◆ Exercise description ◆
Print, exactly as written, the line in the entries below that contains "index mcp: (1231, 956)" and every line after it up to and including the last. Omit pictures.

[Named joint coordinates]
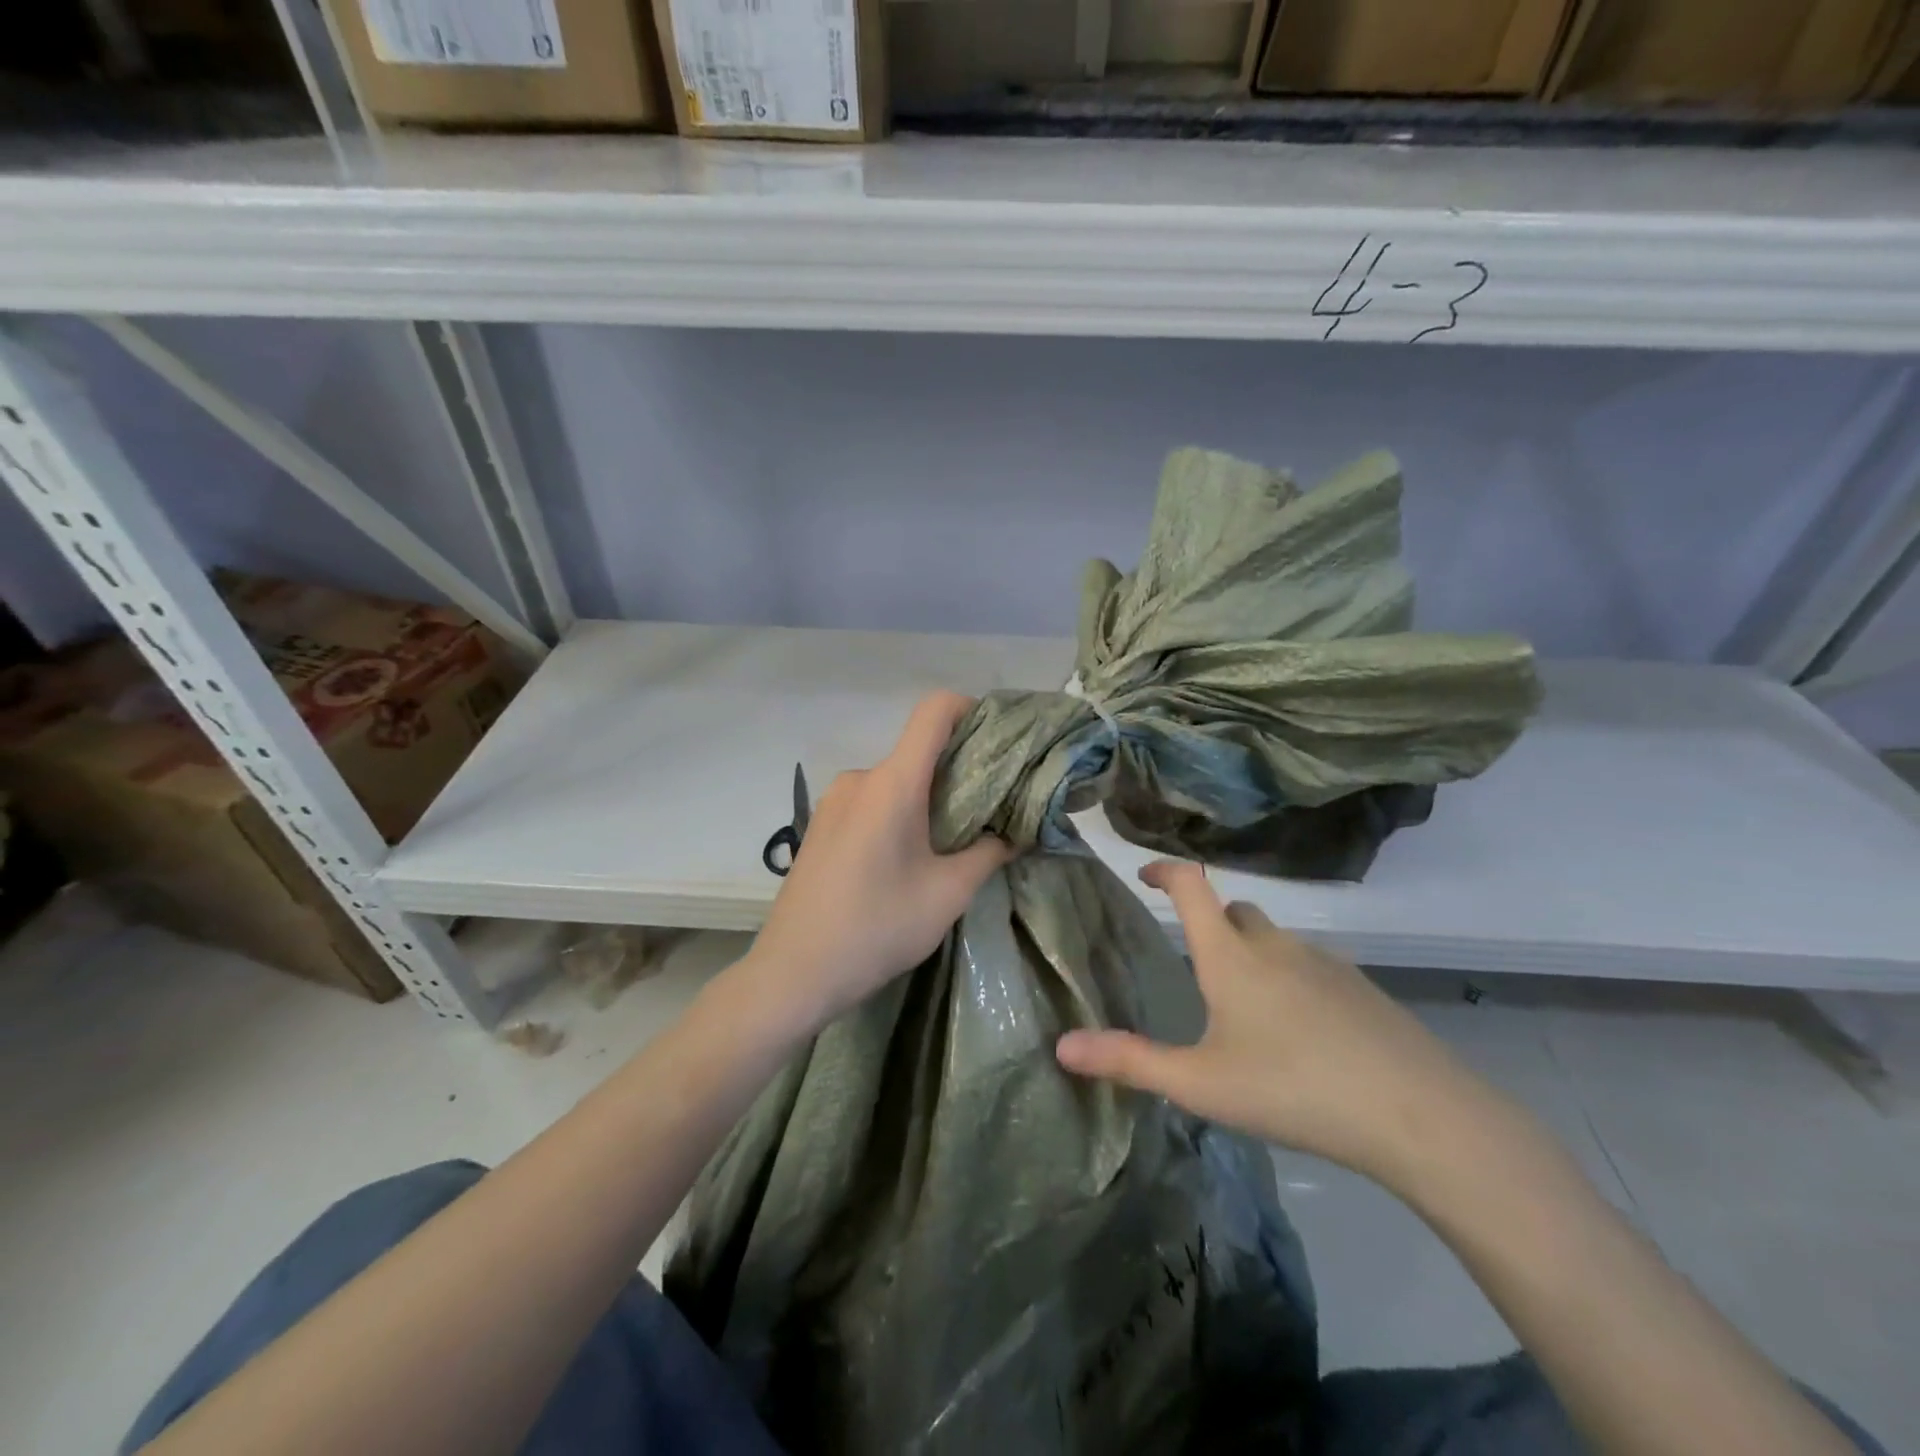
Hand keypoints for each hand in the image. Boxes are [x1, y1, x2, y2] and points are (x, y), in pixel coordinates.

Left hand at [735, 691, 1013, 1035]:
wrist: (793, 973)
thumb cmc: (877, 928)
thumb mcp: (947, 894)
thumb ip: (989, 853)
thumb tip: (1016, 833)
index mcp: (892, 783)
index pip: (934, 712)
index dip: (971, 710)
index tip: (998, 742)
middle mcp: (860, 778)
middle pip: (918, 751)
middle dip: (959, 772)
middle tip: (989, 812)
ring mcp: (834, 800)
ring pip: (896, 781)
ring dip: (927, 800)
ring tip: (948, 846)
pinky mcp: (820, 824)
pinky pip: (871, 802)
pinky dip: (899, 814)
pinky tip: (905, 860)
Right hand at [1056, 860, 1496, 1187]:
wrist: (1416, 1114)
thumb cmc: (1292, 1089)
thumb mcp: (1200, 1083)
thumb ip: (1129, 1061)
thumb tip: (1062, 1045)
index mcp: (1231, 956)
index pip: (1191, 885)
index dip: (1165, 870)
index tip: (1145, 874)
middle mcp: (1275, 945)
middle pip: (1234, 911)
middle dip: (1209, 922)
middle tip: (1196, 966)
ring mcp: (1324, 962)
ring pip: (1275, 940)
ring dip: (1252, 954)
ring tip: (1246, 1010)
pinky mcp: (1361, 988)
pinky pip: (1310, 966)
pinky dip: (1291, 979)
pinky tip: (1299, 1034)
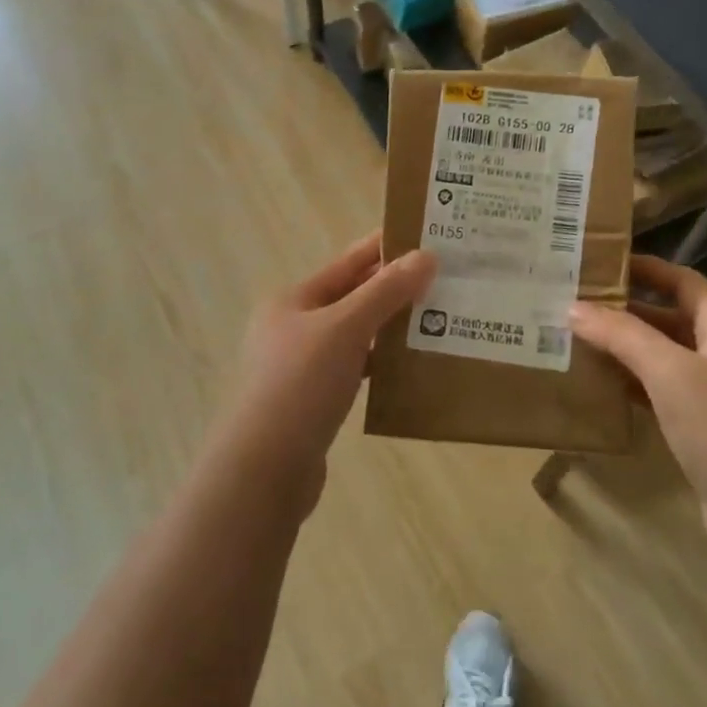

◆ Answer to the problem ◆
index mcp: (1231, 956)
index pip: (1191, 885)
index dip: (1165, 870)
index tip: (1145, 874)
middle mcp: (1275, 945)
middle pip: (1234, 911)
middle dip: (1209, 922)
middle tip: (1196, 966)
ring mcp: (1324, 962)
ring pip: (1275, 940)
ring dip: (1252, 954)
ring tip: (1246, 1010)
pinky mcp: (1361, 988)
pinky pip: (1310, 966)
pinky dip: (1291, 979)
pinky tip: (1299, 1034)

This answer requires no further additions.